• Task goal
In the entries that follow, say how many lines contain the string "from". Give no other words.

• Data shown
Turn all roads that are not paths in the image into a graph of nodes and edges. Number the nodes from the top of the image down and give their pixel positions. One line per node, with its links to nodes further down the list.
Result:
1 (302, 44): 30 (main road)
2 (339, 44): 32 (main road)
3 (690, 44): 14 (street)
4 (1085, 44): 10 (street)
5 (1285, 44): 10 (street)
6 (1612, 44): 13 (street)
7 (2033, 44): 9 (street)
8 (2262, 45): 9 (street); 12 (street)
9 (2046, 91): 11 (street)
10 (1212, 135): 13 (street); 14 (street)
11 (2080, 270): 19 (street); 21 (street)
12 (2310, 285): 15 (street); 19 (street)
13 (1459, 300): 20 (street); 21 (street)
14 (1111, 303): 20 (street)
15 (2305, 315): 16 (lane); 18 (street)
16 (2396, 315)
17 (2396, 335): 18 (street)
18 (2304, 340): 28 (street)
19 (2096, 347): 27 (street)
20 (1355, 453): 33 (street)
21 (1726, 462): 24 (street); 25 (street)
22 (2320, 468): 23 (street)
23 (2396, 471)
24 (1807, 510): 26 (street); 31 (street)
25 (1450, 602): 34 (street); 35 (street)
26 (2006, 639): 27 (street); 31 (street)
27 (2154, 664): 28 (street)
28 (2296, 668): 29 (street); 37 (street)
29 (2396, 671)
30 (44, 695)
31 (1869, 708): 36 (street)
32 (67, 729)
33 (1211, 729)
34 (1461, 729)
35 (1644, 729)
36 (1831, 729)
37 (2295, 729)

---

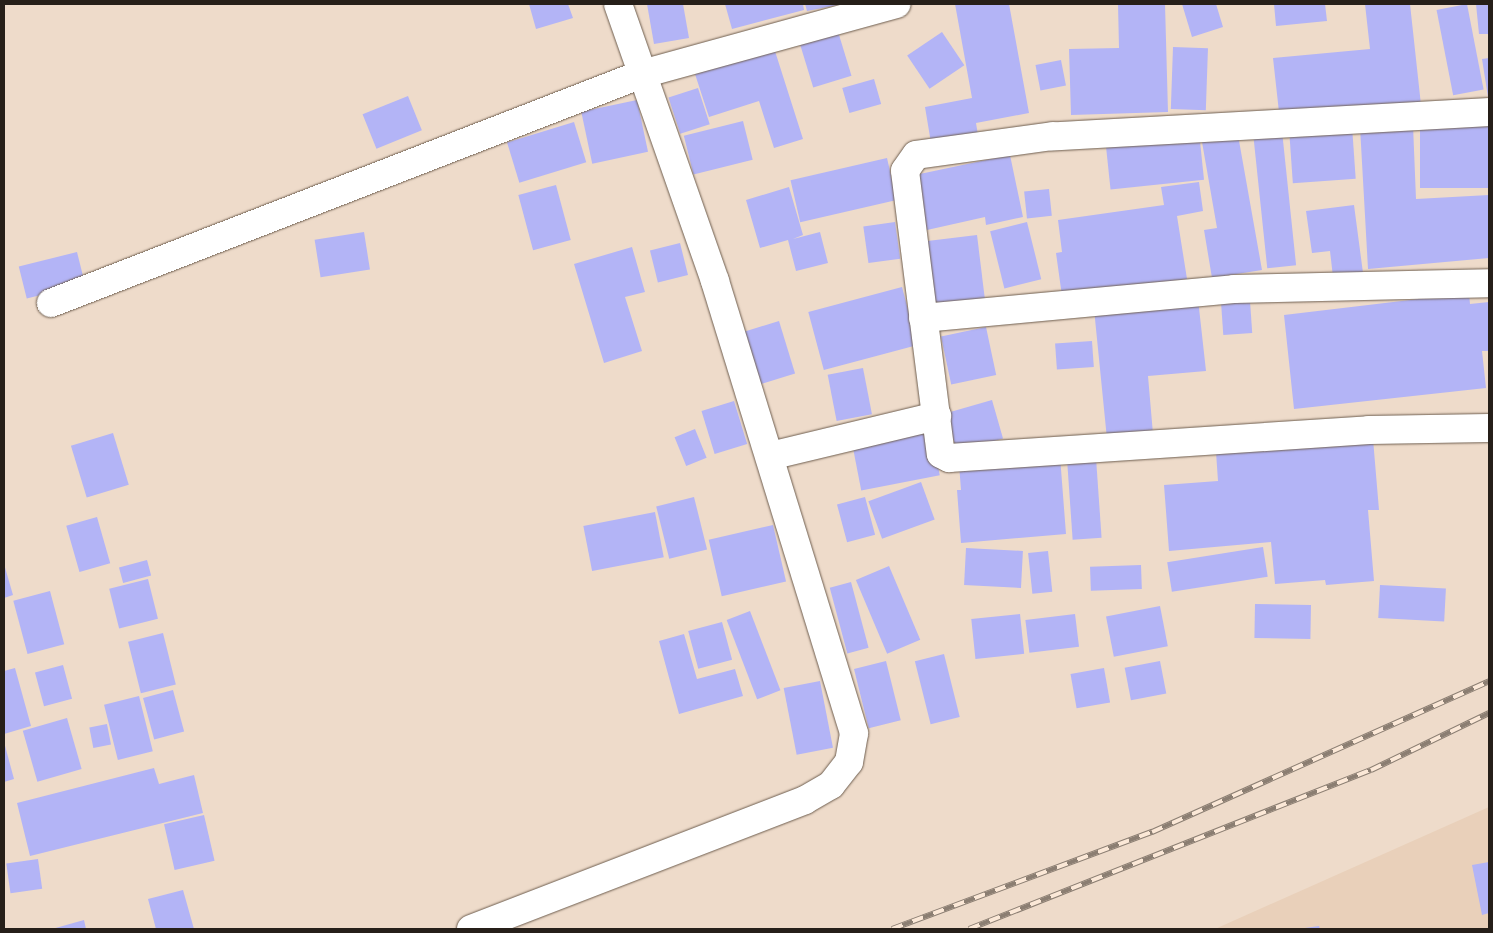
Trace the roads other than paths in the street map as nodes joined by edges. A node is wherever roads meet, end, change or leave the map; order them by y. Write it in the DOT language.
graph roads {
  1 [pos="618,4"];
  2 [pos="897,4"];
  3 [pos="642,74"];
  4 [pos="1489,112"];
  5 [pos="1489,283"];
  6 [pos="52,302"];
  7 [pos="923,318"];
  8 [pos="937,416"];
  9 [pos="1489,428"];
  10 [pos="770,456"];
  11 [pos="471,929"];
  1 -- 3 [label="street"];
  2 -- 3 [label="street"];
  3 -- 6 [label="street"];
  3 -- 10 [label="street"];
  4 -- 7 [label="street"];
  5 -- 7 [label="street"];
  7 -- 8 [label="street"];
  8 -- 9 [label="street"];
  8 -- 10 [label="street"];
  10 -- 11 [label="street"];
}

---

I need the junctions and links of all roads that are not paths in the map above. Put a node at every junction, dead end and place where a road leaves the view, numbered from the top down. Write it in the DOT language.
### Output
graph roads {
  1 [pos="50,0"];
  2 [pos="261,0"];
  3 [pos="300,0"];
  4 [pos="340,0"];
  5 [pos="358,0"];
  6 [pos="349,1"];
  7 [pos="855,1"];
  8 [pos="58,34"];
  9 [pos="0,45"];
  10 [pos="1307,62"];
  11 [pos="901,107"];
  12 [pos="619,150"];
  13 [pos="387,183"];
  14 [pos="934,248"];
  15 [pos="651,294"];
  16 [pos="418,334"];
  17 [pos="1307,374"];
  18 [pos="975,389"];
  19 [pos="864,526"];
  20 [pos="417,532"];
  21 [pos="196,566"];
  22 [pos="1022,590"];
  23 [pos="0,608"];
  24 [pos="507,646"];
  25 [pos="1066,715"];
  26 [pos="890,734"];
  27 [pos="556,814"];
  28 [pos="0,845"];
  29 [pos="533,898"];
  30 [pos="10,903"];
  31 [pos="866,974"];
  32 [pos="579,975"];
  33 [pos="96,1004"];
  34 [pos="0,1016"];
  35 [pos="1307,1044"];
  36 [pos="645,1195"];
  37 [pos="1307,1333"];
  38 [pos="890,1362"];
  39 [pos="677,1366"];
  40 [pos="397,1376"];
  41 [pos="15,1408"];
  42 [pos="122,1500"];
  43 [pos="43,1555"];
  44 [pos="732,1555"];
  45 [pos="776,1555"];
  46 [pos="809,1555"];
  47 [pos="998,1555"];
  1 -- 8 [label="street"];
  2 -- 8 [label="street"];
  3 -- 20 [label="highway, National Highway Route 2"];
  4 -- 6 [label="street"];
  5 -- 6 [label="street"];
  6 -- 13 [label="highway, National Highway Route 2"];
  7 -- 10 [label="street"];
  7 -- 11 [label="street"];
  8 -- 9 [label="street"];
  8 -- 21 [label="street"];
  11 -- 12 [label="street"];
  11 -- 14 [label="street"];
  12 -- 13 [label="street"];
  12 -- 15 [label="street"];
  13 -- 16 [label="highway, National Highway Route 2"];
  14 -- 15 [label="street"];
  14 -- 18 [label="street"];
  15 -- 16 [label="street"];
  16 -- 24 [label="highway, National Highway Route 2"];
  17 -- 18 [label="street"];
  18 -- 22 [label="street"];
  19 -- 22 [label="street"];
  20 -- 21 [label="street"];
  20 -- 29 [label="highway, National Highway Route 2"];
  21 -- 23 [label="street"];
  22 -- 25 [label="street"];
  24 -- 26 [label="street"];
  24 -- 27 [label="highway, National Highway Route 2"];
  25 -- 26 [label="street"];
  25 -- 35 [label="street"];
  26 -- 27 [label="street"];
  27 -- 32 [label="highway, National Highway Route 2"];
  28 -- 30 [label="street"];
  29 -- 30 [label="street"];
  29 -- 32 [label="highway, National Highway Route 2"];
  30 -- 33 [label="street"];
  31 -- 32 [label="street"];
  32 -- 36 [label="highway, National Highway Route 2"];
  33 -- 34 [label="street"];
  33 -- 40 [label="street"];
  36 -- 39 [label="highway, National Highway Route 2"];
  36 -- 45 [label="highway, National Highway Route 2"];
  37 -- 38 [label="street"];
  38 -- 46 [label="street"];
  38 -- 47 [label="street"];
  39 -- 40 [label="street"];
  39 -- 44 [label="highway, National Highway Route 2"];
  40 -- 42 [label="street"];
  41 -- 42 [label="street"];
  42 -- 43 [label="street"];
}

• Result of the exercise
2